New Zealand’s economy continues to perform decently. The annual economic growth has quickened to 2.8 percent year-on-year. Also, forward looking indicators and financial conditions imply that economic growth would accelerate above 3 percent over the next couple of quarters, said ANZ in a research report.
This is almost near the trend level. Consumer and business sentiment are currently at decent levels, while companies are continuing to hint at intention to hire and invest. The jobless rate in New Zealand is lower and the real household income growth is above-average pace at the moment.
“We forecast GDP growth to accelerate modestly in the near term, continuing at an above-trend pace. We forecast full-year growth of 3.2 percent over 2016 and 3.3 percent over 2017,” added ANZ.
With the net migration, New Zealand’s population growth should continue to be solid for certain time. This is also because New Zealand will continue to be an attractive destination for migrants in a world of Brexits and weak economic performance elsewhere, according to ANZ. The annual per capita growth is likely to rebound towards 1.5 percent in the next 12 months.
Meanwhile, despite a stronger NZD, financial conditions continue to be supportive. Asset prices are robust, interest rates are low and commodity prices have started rebounding. That is providing a wide-based level of financial conditions, which is helpful for strong growth.
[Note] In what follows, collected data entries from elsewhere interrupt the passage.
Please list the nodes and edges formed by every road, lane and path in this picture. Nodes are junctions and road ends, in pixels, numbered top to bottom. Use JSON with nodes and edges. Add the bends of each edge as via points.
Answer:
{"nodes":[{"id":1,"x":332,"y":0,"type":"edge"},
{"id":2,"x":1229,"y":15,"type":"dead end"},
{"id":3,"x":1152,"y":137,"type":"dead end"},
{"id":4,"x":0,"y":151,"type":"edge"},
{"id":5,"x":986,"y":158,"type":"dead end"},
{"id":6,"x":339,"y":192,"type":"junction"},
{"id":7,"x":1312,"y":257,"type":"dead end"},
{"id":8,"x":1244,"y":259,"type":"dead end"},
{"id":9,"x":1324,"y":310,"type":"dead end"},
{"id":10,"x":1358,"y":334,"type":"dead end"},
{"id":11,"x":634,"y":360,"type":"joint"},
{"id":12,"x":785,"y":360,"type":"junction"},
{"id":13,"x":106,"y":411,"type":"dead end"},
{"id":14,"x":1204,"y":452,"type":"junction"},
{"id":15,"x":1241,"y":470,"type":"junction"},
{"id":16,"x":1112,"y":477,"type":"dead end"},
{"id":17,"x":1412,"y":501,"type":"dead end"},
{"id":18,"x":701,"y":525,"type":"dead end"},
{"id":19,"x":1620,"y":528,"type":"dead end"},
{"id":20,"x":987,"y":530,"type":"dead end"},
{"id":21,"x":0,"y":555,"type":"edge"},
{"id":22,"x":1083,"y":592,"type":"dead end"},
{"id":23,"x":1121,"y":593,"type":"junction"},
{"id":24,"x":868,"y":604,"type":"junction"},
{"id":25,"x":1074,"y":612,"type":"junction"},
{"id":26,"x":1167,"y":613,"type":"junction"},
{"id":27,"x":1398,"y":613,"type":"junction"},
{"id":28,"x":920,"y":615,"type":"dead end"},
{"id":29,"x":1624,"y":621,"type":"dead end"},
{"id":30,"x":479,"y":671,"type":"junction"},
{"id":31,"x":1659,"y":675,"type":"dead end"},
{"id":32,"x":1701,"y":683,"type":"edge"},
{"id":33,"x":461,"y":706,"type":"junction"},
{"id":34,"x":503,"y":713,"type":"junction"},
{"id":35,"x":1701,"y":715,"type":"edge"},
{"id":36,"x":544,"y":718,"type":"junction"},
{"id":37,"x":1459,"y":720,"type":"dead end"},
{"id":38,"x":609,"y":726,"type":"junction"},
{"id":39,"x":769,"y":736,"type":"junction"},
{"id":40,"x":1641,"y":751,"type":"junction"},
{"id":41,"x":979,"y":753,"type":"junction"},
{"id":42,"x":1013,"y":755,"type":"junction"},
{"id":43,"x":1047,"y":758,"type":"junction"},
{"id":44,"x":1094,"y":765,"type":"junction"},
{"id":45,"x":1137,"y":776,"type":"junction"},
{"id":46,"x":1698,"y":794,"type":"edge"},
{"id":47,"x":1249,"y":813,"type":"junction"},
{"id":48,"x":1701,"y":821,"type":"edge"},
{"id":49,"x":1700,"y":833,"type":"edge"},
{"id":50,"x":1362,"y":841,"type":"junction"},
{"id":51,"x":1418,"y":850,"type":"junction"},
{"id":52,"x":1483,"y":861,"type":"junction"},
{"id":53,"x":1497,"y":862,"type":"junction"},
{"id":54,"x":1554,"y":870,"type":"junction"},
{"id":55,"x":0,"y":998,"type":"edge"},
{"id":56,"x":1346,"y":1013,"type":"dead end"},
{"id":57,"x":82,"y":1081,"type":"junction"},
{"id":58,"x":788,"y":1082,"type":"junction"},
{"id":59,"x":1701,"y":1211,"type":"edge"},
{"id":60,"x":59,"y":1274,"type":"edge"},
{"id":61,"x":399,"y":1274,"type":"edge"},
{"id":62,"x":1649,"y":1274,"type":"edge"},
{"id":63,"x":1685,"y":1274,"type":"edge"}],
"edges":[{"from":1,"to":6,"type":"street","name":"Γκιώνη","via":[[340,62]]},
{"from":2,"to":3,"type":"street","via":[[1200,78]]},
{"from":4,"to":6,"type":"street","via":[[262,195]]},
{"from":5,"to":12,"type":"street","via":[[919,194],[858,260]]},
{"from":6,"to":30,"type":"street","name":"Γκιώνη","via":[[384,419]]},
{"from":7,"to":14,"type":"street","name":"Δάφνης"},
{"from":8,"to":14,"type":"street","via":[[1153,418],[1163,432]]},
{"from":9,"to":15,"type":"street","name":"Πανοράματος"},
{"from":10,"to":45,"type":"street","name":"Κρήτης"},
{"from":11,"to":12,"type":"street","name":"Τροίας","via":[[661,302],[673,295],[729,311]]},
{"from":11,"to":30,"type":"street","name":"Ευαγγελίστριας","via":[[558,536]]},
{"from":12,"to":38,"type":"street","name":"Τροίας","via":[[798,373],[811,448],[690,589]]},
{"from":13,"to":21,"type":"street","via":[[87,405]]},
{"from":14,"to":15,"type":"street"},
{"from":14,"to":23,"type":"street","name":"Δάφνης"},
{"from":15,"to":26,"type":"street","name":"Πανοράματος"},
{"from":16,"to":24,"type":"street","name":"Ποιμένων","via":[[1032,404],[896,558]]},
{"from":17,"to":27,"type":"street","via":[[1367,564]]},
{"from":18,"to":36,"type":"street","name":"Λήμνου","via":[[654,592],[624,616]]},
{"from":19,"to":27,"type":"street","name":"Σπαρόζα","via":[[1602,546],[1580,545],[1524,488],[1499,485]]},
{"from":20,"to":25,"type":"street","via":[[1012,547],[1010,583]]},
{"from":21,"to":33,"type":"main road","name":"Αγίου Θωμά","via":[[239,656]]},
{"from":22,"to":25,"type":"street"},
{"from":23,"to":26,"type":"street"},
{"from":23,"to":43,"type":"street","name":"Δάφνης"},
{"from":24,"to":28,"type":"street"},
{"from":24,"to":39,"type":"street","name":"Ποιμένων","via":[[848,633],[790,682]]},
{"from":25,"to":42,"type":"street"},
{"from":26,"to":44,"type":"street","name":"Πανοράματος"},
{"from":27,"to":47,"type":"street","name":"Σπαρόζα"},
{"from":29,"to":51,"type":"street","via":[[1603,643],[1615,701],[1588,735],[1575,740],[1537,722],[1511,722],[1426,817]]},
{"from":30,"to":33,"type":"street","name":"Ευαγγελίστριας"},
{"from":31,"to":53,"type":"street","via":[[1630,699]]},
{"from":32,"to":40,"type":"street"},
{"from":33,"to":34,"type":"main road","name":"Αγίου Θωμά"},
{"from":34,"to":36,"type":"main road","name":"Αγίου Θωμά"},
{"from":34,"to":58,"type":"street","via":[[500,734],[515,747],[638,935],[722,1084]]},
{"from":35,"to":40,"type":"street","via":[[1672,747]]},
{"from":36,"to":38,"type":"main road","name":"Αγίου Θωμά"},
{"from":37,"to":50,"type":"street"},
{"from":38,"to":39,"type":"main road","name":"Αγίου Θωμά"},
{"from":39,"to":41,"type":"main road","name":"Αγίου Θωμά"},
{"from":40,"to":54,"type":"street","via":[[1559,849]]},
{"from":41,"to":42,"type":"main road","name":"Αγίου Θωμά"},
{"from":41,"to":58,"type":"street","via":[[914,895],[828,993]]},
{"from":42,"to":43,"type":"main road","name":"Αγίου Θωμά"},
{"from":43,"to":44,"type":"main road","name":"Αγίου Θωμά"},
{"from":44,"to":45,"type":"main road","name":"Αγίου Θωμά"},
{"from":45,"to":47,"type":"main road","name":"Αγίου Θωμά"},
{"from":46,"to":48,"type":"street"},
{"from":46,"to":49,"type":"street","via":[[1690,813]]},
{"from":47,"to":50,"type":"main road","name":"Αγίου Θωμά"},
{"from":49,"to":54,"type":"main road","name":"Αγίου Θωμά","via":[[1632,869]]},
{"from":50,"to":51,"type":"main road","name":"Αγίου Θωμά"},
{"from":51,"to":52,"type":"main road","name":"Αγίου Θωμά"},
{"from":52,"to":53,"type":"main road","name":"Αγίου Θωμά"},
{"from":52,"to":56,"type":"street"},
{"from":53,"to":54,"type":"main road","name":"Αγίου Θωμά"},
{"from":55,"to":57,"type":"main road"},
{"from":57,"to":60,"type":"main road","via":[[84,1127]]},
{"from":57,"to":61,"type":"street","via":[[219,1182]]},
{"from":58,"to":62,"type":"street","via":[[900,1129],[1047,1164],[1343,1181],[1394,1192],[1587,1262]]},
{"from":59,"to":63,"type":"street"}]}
In the mean time, the construction sector pipeline continues to be huge. Continuing drops in borrowing rates, solid existing house price growth are strong boosting forces, according to ANZ. Huge infrastructure projects are also spurring spill-overs into increased commercial activity.
“We forecast total construction activity volumes to rise 5.0 percent and 3.8 percent in 2016 and 2017 respectively,” said ANZ.